Aim of the exercise: For each entry, output its words exactly and leave any picture behind.

=-=-=-=-=

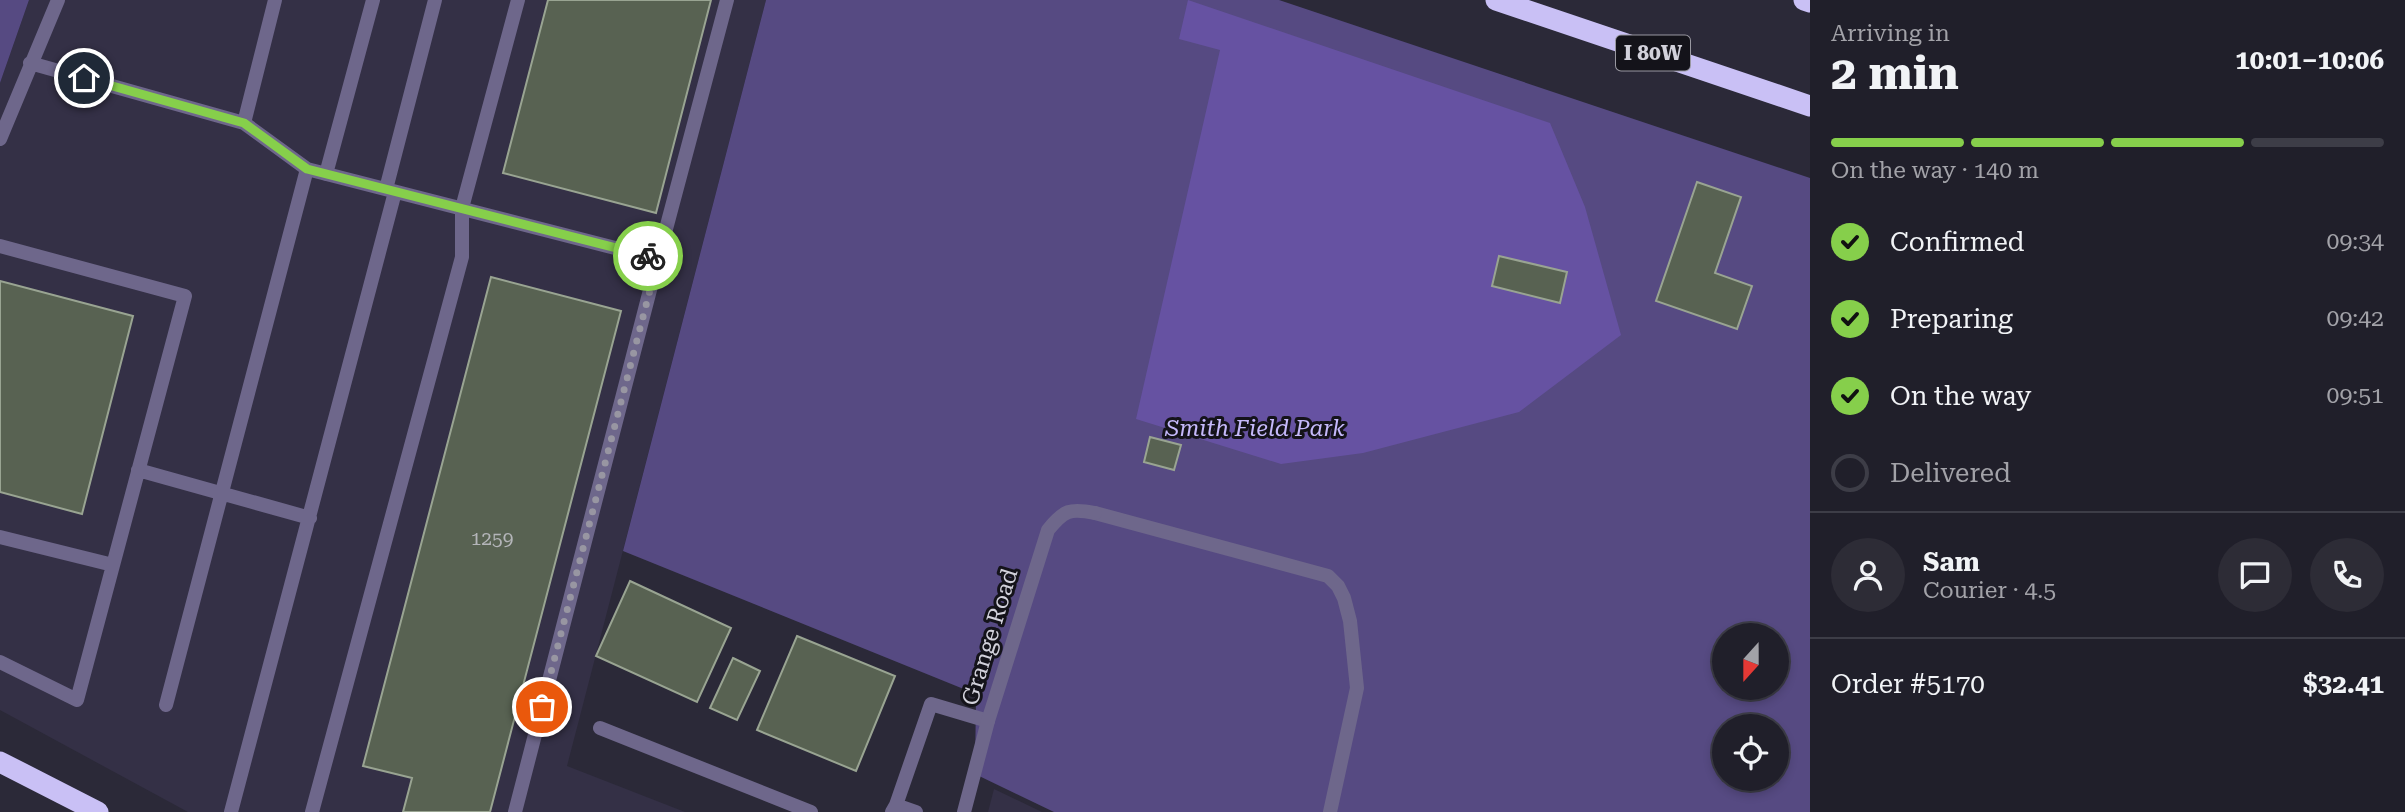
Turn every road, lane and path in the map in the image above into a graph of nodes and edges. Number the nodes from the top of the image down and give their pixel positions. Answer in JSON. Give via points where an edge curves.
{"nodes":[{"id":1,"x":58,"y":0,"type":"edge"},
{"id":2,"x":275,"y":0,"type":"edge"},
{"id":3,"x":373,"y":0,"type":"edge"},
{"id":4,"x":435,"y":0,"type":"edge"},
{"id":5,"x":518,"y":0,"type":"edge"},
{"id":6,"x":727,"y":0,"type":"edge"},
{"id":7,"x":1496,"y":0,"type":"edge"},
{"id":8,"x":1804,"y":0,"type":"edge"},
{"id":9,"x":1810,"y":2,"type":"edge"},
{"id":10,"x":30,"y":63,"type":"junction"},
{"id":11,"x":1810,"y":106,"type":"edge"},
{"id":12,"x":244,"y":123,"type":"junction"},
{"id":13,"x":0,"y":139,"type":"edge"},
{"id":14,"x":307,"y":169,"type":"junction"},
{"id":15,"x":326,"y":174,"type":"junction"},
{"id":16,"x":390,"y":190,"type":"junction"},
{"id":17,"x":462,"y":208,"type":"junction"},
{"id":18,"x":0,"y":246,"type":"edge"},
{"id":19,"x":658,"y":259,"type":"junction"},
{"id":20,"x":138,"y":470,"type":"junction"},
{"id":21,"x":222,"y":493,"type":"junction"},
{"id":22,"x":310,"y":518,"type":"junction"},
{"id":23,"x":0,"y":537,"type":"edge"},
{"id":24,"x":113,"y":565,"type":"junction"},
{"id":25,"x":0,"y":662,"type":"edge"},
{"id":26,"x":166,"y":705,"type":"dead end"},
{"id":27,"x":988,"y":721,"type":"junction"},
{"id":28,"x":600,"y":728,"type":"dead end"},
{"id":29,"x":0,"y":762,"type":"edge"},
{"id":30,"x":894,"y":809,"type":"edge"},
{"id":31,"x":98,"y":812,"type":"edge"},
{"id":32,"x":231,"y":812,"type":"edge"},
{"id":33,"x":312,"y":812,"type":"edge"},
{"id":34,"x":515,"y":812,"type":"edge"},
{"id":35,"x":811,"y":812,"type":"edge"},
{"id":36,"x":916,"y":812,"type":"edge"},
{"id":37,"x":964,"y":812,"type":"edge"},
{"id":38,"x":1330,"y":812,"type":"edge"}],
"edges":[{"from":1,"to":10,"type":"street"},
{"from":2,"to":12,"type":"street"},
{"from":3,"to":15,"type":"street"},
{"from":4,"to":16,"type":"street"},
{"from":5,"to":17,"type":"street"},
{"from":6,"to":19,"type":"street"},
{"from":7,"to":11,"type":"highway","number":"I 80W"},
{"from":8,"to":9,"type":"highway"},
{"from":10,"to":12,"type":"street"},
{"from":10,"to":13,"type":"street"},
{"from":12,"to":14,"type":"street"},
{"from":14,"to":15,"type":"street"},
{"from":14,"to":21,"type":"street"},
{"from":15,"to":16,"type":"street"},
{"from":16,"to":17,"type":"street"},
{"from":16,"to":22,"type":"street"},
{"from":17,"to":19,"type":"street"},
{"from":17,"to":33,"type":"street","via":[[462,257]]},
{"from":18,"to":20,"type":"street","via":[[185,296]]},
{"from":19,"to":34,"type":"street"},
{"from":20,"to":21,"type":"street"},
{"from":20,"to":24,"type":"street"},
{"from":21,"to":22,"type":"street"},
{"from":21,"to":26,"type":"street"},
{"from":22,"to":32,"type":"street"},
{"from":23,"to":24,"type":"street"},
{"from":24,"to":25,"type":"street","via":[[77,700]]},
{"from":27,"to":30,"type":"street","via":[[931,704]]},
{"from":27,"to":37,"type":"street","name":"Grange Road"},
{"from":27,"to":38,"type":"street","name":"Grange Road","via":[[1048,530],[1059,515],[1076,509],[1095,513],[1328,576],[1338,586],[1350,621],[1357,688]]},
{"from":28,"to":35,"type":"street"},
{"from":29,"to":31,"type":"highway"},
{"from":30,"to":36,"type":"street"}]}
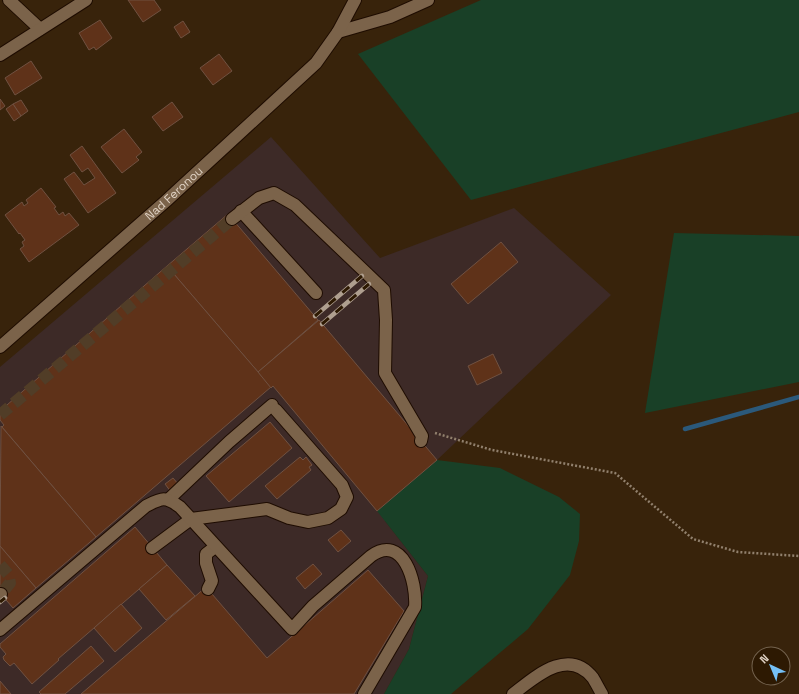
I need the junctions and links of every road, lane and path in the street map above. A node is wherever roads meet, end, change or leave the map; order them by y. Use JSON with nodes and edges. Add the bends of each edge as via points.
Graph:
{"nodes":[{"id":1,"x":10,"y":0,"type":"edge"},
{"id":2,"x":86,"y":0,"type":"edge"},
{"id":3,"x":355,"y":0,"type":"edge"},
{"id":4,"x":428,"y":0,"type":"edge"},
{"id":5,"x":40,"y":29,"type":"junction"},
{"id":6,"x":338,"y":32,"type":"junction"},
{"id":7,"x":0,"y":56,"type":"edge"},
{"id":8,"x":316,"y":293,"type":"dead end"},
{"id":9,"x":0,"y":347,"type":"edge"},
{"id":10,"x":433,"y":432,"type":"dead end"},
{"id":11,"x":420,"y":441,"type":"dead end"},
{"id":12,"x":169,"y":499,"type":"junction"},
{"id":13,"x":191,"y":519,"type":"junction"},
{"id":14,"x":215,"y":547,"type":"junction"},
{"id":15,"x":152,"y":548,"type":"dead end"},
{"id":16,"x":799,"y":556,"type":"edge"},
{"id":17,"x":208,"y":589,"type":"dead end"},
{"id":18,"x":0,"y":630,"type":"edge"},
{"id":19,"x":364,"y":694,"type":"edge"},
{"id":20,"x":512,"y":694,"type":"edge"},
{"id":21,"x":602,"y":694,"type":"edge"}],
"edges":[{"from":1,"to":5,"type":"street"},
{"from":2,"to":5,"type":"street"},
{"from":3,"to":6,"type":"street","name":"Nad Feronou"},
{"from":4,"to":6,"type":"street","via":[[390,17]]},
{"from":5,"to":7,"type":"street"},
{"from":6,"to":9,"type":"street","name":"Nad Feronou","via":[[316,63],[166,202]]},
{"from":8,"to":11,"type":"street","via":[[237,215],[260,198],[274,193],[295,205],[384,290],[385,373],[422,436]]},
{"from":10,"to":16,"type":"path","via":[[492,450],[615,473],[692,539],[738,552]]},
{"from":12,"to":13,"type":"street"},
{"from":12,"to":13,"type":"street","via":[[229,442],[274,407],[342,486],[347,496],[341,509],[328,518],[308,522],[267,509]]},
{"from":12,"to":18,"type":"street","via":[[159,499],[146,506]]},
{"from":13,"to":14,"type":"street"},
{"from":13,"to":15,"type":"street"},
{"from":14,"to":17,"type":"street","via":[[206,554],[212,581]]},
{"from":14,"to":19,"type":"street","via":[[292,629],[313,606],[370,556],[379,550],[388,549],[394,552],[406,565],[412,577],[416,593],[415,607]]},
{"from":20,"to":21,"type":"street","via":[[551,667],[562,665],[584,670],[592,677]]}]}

=-=-=-=-=

Reply to the task:
Turn every road, lane and path in the map in the image above into a graph of nodes and edges. Number the nodes from the top of the image down and give their pixel positions. Answer in JSON. Give via points where an edge curves.
{"nodes":[{"id":1,"x":58,"y":0,"type":"edge"},
{"id":2,"x":275,"y":0,"type":"edge"},
{"id":3,"x":373,"y":0,"type":"edge"},
{"id":4,"x":435,"y":0,"type":"edge"},
{"id":5,"x":518,"y":0,"type":"edge"},
{"id":6,"x":727,"y":0,"type":"edge"},
{"id":7,"x":1496,"y":0,"type":"edge"},
{"id":8,"x":1804,"y":0,"type":"edge"},
{"id":9,"x":1810,"y":2,"type":"edge"},
{"id":10,"x":30,"y":63,"type":"junction"},
{"id":11,"x":1810,"y":106,"type":"edge"},
{"id":12,"x":244,"y":123,"type":"junction"},
{"id":13,"x":0,"y":139,"type":"edge"},
{"id":14,"x":307,"y":169,"type":"junction"},
{"id":15,"x":326,"y":174,"type":"junction"},
{"id":16,"x":390,"y":190,"type":"junction"},
{"id":17,"x":462,"y":208,"type":"junction"},
{"id":18,"x":0,"y":246,"type":"edge"},
{"id":19,"x":658,"y":259,"type":"junction"},
{"id":20,"x":138,"y":470,"type":"junction"},
{"id":21,"x":222,"y":493,"type":"junction"},
{"id":22,"x":310,"y":518,"type":"junction"},
{"id":23,"x":0,"y":537,"type":"edge"},
{"id":24,"x":113,"y":565,"type":"junction"},
{"id":25,"x":0,"y":662,"type":"edge"},
{"id":26,"x":166,"y":705,"type":"dead end"},
{"id":27,"x":988,"y":721,"type":"junction"},
{"id":28,"x":600,"y":728,"type":"dead end"},
{"id":29,"x":0,"y":762,"type":"edge"},
{"id":30,"x":894,"y":809,"type":"edge"},
{"id":31,"x":98,"y":812,"type":"edge"},
{"id":32,"x":231,"y":812,"type":"edge"},
{"id":33,"x":312,"y":812,"type":"edge"},
{"id":34,"x":515,"y":812,"type":"edge"},
{"id":35,"x":811,"y":812,"type":"edge"},
{"id":36,"x":916,"y":812,"type":"edge"},
{"id":37,"x":964,"y":812,"type":"edge"},
{"id":38,"x":1330,"y":812,"type":"edge"}],
"edges":[{"from":1,"to":10,"type":"street"},
{"from":2,"to":12,"type":"street"},
{"from":3,"to":15,"type":"street"},
{"from":4,"to":16,"type":"street"},
{"from":5,"to":17,"type":"street"},
{"from":6,"to":19,"type":"street"},
{"from":7,"to":11,"type":"highway","number":"I 80W"},
{"from":8,"to":9,"type":"highway"},
{"from":10,"to":12,"type":"street"},
{"from":10,"to":13,"type":"street"},
{"from":12,"to":14,"type":"street"},
{"from":14,"to":15,"type":"street"},
{"from":14,"to":21,"type":"street"},
{"from":15,"to":16,"type":"street"},
{"from":16,"to":17,"type":"street"},
{"from":16,"to":22,"type":"street"},
{"from":17,"to":19,"type":"street"},
{"from":17,"to":33,"type":"street","via":[[462,257]]},
{"from":18,"to":20,"type":"street","via":[[185,296]]},
{"from":19,"to":34,"type":"street"},
{"from":20,"to":21,"type":"street"},
{"from":20,"to":24,"type":"street"},
{"from":21,"to":22,"type":"street"},
{"from":21,"to":26,"type":"street"},
{"from":22,"to":32,"type":"street"},
{"from":23,"to":24,"type":"street"},
{"from":24,"to":25,"type":"street","via":[[77,700]]},
{"from":27,"to":30,"type":"street","via":[[931,704]]},
{"from":27,"to":37,"type":"street","name":"Grange Road"},
{"from":27,"to":38,"type":"street","name":"Grange Road","via":[[1048,530],[1059,515],[1076,509],[1095,513],[1328,576],[1338,586],[1350,621],[1357,688]]},
{"from":28,"to":35,"type":"street"},
{"from":29,"to":31,"type":"highway"},
{"from":30,"to":36,"type":"street"}]}
I need the junctions and links of every road, lane and path in the street map above. A node is wherever roads meet, end, change or leave the map; order them by y. Use JSON with nodes and edges. Add the bends of each edge as via points.
Graph:
{"nodes":[{"id":1,"x":10,"y":0,"type":"edge"},
{"id":2,"x":86,"y":0,"type":"edge"},
{"id":3,"x":355,"y":0,"type":"edge"},
{"id":4,"x":428,"y":0,"type":"edge"},
{"id":5,"x":40,"y":29,"type":"junction"},
{"id":6,"x":338,"y":32,"type":"junction"},
{"id":7,"x":0,"y":56,"type":"edge"},
{"id":8,"x":316,"y":293,"type":"dead end"},
{"id":9,"x":0,"y":347,"type":"edge"},
{"id":10,"x":433,"y":432,"type":"dead end"},
{"id":11,"x":420,"y":441,"type":"dead end"},
{"id":12,"x":169,"y":499,"type":"junction"},
{"id":13,"x":191,"y":519,"type":"junction"},
{"id":14,"x":215,"y":547,"type":"junction"},
{"id":15,"x":152,"y":548,"type":"dead end"},
{"id":16,"x":799,"y":556,"type":"edge"},
{"id":17,"x":208,"y":589,"type":"dead end"},
{"id":18,"x":0,"y":630,"type":"edge"},
{"id":19,"x":364,"y":694,"type":"edge"},
{"id":20,"x":512,"y":694,"type":"edge"},
{"id":21,"x":602,"y":694,"type":"edge"}],
"edges":[{"from":1,"to":5,"type":"street"},
{"from":2,"to":5,"type":"street"},
{"from":3,"to":6,"type":"street","name":"Nad Feronou"},
{"from":4,"to":6,"type":"street","via":[[390,17]]},
{"from":5,"to":7,"type":"street"},
{"from":6,"to":9,"type":"street","name":"Nad Feronou","via":[[316,63],[166,202]]},
{"from":8,"to":11,"type":"street","via":[[237,215],[260,198],[274,193],[295,205],[384,290],[385,373],[422,436]]},
{"from":10,"to":16,"type":"path","via":[[492,450],[615,473],[692,539],[738,552]]},
{"from":12,"to":13,"type":"street"},
{"from":12,"to":13,"type":"street","via":[[229,442],[274,407],[342,486],[347,496],[341,509],[328,518],[308,522],[267,509]]},
{"from":12,"to":18,"type":"street","via":[[159,499],[146,506]]},
{"from":13,"to":14,"type":"street"},
{"from":13,"to":15,"type":"street"},
{"from":14,"to":17,"type":"street","via":[[206,554],[212,581]]},
{"from":14,"to":19,"type":"street","via":[[292,629],[313,606],[370,556],[379,550],[388,549],[394,552],[406,565],[412,577],[416,593],[415,607]]},
{"from":20,"to":21,"type":"street","via":[[551,667],[562,665],[584,670],[592,677]]}]}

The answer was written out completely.